Torger Tokle was born in Lokken Verk, Norway in 1919, one of six brothers. The Tokle family was quite poor but their father made skis from barrel staves for them and Torger was skiing at age three. At six he was competing on forty-meter hills. The young skier showed much promise from the beginning.
Torger came to the United States on January 29, 1939 – a stocky 5 foot-6 ½ inch man. Eighteen hours after stepping off the boat from Norway, Torger set a record at the Bear Mountain Park Tournament in New York, the first in a sensational series of achievements he would accomplish in his all-too-short skiing career.
It is difficult to forget Torger Tokle’s first winter in America. Although he was designated a class “B” jumper due to a quirk in the National Ski Association rules, he soundly thrashed all the class “A” riders, winning seven of eight tournaments.
Tokle settled in Brooklyn, New York. When the top jumpers in the country converged on Berlin, New Hampshire for the international tryouts amid a throng of 30,000 spectators, he asked that he be allowed to compete in class ‘A” at the Eastern Championships at Laconia, New Hampshire the following week. Here was the opportunity for him to compete against his idol, Norwegian, Reider Andersen, the most stylish jumper in the world at the time. The duel was settled in a most satisfactory fashion: a dead heat between for first between Tokle and his countryman.
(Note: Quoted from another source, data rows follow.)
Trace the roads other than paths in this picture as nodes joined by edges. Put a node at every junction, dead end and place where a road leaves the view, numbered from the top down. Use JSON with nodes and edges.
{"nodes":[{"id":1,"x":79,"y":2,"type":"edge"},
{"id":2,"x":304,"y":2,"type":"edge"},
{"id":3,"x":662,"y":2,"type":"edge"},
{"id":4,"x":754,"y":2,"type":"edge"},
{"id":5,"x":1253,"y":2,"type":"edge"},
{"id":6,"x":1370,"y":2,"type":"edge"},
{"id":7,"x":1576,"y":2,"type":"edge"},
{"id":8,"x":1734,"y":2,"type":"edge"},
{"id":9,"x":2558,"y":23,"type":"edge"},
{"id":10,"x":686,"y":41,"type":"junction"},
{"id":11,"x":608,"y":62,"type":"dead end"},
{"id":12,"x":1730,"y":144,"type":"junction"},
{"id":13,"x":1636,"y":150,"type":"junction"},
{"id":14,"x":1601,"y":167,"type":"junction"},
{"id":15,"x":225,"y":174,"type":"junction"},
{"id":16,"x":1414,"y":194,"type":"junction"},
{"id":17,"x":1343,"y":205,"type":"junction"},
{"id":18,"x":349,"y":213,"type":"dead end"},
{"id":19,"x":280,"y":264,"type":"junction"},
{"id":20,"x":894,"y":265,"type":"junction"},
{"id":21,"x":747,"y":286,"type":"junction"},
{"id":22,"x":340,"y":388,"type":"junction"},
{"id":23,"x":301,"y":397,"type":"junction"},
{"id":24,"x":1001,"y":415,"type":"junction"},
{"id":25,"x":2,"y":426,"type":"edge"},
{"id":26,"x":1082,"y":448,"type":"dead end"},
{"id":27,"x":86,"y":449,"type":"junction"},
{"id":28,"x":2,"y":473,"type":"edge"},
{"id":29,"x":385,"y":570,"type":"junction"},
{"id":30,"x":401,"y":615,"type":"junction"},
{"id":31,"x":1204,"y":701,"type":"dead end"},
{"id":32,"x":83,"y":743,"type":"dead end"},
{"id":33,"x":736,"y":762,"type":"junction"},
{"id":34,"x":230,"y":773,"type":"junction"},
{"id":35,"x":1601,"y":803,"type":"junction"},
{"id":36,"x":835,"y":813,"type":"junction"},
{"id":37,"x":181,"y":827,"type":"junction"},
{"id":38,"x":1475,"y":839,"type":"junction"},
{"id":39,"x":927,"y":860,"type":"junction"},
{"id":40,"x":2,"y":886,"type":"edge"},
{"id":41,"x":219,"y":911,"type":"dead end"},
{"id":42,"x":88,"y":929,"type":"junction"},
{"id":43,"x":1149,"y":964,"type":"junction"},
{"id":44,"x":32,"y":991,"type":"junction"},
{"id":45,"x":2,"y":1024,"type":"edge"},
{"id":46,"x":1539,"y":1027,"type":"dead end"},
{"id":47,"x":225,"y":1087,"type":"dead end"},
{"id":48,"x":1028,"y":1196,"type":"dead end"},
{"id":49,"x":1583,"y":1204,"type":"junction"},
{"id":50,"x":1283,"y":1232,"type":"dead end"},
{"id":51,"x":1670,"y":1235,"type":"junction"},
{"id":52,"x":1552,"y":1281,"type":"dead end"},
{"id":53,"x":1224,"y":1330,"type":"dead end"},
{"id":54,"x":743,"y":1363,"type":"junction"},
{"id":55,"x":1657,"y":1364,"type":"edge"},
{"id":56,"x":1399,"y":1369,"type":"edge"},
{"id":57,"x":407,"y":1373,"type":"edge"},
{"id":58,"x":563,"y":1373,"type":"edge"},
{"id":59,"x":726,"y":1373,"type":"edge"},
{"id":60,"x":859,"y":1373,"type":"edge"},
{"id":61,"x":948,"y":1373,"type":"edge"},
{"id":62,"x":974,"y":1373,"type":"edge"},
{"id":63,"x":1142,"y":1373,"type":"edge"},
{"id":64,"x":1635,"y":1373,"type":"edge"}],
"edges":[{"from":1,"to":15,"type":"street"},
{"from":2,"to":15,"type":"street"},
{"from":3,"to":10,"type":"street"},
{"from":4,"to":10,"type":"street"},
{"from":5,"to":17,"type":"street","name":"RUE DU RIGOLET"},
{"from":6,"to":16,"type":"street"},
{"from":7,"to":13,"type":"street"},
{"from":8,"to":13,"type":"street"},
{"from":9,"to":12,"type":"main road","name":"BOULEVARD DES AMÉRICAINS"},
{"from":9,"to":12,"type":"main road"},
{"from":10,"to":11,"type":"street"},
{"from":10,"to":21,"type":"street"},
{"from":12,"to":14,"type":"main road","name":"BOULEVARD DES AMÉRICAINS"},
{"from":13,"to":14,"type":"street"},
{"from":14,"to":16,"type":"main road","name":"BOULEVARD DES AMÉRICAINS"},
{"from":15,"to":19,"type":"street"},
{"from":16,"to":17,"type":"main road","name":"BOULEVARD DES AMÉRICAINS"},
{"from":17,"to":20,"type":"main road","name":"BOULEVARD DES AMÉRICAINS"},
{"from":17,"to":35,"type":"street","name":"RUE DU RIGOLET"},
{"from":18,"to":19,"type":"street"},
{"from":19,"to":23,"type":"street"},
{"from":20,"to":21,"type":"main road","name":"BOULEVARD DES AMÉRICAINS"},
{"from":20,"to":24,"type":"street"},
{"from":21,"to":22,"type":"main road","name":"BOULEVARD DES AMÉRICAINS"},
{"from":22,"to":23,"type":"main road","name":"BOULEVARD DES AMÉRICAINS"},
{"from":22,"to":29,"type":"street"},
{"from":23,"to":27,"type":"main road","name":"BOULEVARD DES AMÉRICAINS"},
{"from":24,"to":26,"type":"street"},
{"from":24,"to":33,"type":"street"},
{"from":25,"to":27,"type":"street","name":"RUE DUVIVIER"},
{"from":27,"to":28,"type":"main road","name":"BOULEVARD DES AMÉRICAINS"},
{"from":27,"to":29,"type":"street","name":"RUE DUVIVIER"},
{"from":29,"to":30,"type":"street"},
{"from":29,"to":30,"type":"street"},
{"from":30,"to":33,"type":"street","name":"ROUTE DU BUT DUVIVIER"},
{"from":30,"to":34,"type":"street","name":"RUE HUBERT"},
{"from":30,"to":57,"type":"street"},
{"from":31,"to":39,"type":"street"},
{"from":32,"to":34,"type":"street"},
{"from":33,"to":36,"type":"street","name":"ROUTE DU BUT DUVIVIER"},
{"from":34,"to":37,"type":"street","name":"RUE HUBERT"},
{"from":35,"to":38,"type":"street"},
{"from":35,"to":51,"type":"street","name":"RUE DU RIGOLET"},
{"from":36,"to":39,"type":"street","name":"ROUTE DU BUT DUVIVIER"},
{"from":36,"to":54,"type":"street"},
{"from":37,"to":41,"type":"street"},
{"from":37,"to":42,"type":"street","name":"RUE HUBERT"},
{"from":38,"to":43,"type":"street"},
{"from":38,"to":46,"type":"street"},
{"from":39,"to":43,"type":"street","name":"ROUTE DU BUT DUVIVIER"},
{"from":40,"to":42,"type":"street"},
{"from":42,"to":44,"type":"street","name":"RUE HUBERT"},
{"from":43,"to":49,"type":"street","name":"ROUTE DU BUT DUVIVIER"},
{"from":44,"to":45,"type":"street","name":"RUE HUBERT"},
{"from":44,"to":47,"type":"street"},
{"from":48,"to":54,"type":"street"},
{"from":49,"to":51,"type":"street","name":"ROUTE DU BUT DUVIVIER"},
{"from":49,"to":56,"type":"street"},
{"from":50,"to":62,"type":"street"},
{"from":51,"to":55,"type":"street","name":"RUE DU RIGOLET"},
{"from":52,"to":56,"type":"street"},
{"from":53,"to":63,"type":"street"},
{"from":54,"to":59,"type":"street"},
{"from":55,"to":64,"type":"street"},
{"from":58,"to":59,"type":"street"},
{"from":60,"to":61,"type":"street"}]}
The following year, 1940, he won everything but the national title where his experience caused him to bow to the perennial of the time, Alf Engen. He never lost to Engen again.
A power jumper, Tokle won the national title in 1941. He did not have the form of a Reider Andersen or Alf Engen but what Tokle lacked in grace he made up for in distance, setting hill records on nearly every hill where he competed.
Tokle entered the US Army in October of 1942, serving first in the infantry and later transferring to the 10th Mountain Division. He was proud to serve his adopted country and paid the ultimate price by giving his life in action against the Germans during the famous Battle of Riva Ridge in Italy on March 3, 1945.
A top-flight sportsman to the every end, Torger Tokle was the kind of person everyone was proud to call a friend. His career, shortened by war, robbed the world of the opportunity to determine just how great he could have been at his sport. He has been referred to as the “Babe Ruth of Ski Jumping”.
Torger Tokle was elected to the U.S. National Ski Hall of Fame in 1959.